Genggong Khas Desa Batuan Hibur Pengunjung PKB ke- 46
Anak-anak di jaman ini, pasti jarang yang mengenal kesenian Genggong. Berbeda dengan dulu, kesenian rakyat yang lahir dari budaya pertanian itu sangat disukai. Kesenian ini, biasa disajikan dalam kegiatan upacara adat dan agama.
Selain itu, kesenian Genggong juga sering muncul dalam siaran radio ataupun dalam tayangan TV, sehingga seakan tak asing di telinga masyarakat tempol dulu. Suaranya yang lebut dan manis, cara memainkan juga sangat unik. Karenanya tak semua orang yang bisa memainkannya.
Nah, dalam upaya melestarikan kesenian Genggong itu, Pesta Kesenian Bali (PKB) ke- 46 memberi ruang Sanggar Tri Pusaka Sakti, Desa Batuan, Gianyar mempersembahkan Genggong. Kesenian ini tampil di Kalangan Ratna Kanda, Taman Budaya Bali, Senin 25 Juni 2024.
Genggong merupakan jenis gamelan, musik tradisional Bali yang minim generasi. Jika instrumen ini dimainkan, suara yang ditimbulkan mirip seperti suara katak sawah atau enggung. Suaranya riang, gembira, saling bersahutan dan memberi kesan ‘ngelangenin’.
Jenis instrument Genggong itu sebenarnya tidak memiliki nada. Untuk mendapatkan nada dengan cara mengolah kerongkongongan seperti bumbung dalam gamelan kerawang atau besi. Jadi kerongkongan itu berfungsi sebagai resonansi.
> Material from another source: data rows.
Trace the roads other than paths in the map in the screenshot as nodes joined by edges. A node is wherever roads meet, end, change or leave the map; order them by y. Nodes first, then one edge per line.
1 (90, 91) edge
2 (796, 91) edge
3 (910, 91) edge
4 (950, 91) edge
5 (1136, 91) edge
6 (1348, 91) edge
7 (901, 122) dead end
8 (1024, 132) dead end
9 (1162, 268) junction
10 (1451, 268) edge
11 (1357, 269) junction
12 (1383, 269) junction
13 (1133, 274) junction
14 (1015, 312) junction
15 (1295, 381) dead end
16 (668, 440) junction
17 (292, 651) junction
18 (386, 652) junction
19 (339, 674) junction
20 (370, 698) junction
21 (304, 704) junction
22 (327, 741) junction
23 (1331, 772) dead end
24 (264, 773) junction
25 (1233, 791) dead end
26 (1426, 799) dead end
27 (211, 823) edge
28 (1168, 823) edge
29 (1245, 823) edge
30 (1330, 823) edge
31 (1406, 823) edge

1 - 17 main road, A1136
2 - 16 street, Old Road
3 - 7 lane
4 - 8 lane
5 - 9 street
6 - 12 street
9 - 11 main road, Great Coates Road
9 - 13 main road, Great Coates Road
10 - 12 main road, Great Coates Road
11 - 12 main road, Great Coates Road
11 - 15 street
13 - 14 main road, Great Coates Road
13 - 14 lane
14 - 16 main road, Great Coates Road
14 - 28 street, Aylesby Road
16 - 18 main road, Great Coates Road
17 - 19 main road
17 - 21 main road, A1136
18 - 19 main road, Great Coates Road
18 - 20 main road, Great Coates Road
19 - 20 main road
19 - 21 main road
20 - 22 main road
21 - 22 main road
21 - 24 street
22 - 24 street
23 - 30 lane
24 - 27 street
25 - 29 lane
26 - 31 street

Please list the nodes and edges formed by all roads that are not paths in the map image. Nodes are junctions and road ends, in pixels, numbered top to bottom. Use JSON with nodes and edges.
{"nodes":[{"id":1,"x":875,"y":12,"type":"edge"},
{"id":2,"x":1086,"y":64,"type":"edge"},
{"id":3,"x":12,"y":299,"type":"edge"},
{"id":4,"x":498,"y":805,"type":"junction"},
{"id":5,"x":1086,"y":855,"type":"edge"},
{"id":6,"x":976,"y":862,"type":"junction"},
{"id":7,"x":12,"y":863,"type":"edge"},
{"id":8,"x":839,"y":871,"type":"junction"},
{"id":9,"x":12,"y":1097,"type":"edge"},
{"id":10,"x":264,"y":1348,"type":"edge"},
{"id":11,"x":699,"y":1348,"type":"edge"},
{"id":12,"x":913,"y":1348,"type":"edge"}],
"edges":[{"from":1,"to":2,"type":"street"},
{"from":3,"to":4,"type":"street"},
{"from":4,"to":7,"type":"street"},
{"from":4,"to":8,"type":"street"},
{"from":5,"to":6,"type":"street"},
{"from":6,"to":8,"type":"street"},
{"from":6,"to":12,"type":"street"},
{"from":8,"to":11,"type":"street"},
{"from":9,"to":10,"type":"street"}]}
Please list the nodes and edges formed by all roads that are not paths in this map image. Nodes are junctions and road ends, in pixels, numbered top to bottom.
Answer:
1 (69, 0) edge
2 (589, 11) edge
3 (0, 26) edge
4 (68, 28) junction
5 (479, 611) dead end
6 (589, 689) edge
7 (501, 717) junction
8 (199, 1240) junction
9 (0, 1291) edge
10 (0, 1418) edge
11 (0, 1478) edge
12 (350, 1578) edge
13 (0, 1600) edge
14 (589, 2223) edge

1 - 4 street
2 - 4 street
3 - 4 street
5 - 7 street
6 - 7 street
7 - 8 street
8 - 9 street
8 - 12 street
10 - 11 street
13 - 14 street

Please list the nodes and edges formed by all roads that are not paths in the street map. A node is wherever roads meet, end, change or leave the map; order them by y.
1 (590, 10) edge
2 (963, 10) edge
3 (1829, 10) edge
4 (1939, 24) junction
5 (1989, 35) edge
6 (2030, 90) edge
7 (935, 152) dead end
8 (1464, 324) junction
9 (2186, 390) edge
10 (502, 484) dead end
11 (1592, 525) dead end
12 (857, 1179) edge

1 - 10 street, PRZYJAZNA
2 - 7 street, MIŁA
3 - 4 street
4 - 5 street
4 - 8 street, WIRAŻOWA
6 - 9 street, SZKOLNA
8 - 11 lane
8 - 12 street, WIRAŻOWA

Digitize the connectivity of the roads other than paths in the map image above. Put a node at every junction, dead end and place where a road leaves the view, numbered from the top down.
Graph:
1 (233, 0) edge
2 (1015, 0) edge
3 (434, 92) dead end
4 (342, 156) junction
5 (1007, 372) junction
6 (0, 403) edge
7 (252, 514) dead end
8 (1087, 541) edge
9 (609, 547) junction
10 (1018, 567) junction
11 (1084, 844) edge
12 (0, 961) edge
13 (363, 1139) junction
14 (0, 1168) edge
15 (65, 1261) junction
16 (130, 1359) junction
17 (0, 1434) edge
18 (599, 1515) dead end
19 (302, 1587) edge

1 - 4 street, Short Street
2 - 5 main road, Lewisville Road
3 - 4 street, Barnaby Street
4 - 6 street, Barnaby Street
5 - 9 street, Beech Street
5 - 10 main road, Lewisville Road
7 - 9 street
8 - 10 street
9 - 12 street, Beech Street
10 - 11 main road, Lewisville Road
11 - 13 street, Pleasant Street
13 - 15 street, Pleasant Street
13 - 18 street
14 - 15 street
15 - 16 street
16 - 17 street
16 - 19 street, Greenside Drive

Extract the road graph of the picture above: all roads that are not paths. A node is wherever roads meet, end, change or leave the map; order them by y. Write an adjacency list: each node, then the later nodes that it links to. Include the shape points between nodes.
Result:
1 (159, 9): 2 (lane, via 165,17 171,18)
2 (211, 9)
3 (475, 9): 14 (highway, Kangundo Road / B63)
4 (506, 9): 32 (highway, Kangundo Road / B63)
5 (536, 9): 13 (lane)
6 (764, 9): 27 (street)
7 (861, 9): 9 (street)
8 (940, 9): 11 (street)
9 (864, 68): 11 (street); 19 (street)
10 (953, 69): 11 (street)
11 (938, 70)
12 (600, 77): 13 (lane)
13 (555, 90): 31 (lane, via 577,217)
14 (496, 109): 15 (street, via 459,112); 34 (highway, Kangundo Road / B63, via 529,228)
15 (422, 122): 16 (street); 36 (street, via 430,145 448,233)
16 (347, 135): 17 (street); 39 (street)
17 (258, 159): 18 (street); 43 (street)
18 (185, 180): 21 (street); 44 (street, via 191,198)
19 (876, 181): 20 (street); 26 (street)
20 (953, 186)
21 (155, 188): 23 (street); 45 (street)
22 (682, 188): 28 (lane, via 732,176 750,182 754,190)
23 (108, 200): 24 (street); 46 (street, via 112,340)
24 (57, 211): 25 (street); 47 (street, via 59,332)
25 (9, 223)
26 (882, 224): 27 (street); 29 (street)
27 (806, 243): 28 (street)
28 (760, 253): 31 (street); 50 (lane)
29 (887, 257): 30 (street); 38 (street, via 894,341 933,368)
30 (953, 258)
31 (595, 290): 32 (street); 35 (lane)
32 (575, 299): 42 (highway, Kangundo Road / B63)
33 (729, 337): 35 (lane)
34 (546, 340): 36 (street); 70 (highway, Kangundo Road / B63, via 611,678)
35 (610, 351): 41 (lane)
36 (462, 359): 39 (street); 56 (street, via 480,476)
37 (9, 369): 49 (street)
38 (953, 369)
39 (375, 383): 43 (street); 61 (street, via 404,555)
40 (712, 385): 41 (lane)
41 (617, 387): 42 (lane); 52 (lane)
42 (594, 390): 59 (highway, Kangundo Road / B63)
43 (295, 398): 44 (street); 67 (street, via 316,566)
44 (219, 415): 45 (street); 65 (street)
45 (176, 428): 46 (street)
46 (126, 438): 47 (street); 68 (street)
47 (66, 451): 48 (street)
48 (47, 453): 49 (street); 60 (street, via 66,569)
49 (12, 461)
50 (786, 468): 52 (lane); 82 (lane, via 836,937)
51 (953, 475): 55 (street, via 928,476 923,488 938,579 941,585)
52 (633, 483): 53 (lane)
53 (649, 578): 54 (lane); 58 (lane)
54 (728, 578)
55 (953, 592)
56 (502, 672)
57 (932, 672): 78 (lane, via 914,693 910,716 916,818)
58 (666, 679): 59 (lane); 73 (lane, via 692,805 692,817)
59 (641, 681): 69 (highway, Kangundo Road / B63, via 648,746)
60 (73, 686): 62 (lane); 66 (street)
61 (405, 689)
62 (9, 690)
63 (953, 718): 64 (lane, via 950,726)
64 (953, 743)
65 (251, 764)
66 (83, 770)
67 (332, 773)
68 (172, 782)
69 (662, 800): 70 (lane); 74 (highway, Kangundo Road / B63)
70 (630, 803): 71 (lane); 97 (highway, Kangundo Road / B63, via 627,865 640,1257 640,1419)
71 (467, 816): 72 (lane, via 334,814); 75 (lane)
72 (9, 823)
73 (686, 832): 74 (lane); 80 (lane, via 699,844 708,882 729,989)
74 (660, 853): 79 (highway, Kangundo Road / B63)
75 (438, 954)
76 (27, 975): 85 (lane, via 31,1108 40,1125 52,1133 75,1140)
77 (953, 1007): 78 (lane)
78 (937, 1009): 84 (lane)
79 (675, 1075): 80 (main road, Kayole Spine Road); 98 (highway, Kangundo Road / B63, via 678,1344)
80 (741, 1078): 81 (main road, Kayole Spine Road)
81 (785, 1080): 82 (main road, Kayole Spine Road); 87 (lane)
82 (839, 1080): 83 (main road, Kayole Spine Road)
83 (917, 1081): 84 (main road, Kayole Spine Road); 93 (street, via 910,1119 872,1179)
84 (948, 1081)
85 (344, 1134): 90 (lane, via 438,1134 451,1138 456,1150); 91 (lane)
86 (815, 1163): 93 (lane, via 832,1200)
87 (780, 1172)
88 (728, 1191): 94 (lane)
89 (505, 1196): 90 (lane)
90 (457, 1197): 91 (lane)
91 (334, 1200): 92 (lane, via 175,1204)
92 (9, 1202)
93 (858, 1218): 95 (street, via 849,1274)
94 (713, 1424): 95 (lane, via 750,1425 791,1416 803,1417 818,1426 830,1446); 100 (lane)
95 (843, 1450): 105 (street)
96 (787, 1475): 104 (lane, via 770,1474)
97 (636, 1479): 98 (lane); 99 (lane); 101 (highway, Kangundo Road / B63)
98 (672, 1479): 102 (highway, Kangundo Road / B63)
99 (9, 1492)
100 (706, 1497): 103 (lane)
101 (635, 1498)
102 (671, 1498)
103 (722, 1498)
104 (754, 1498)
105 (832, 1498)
Artinya, penabuh itu memanfaatkan rongga mulutnya sebagai resonator. Teknik memainkannya, pertama harus menemukan getaran yang digasilkan dari ikut capung genggong. Di dalamnya ada memberan yang disebut pelayah.
Ujung ikut capung digetarkan dengan cara menarik tali kalingan, sehingga menghasilkan nada yang sangat lembut. Penabuh akan mengandalkan rasa, sehingga dapat menghasilkan nada-nada yang berbagai jenis itu.
Selain cara memainkan yang sangat unik, dalam sajian ini dikemas menarik yang dibalut dalam garapan seni drama yang mengundang gelak tawa penonton. Genggong, sebuah alat musik klasik terbuat dari bambu yang dibunyikan dengan mendekatkan dengan rongga mulut.
Gengong yang memiliki, seperti suara enggung atau katak besar yang saling bersautan itu dibuat menjadi lebih ramai dan menarik, sehingga dipadu dengan seperangkat gamelan geguntangan, kendang, suling , kempul dan cengceng.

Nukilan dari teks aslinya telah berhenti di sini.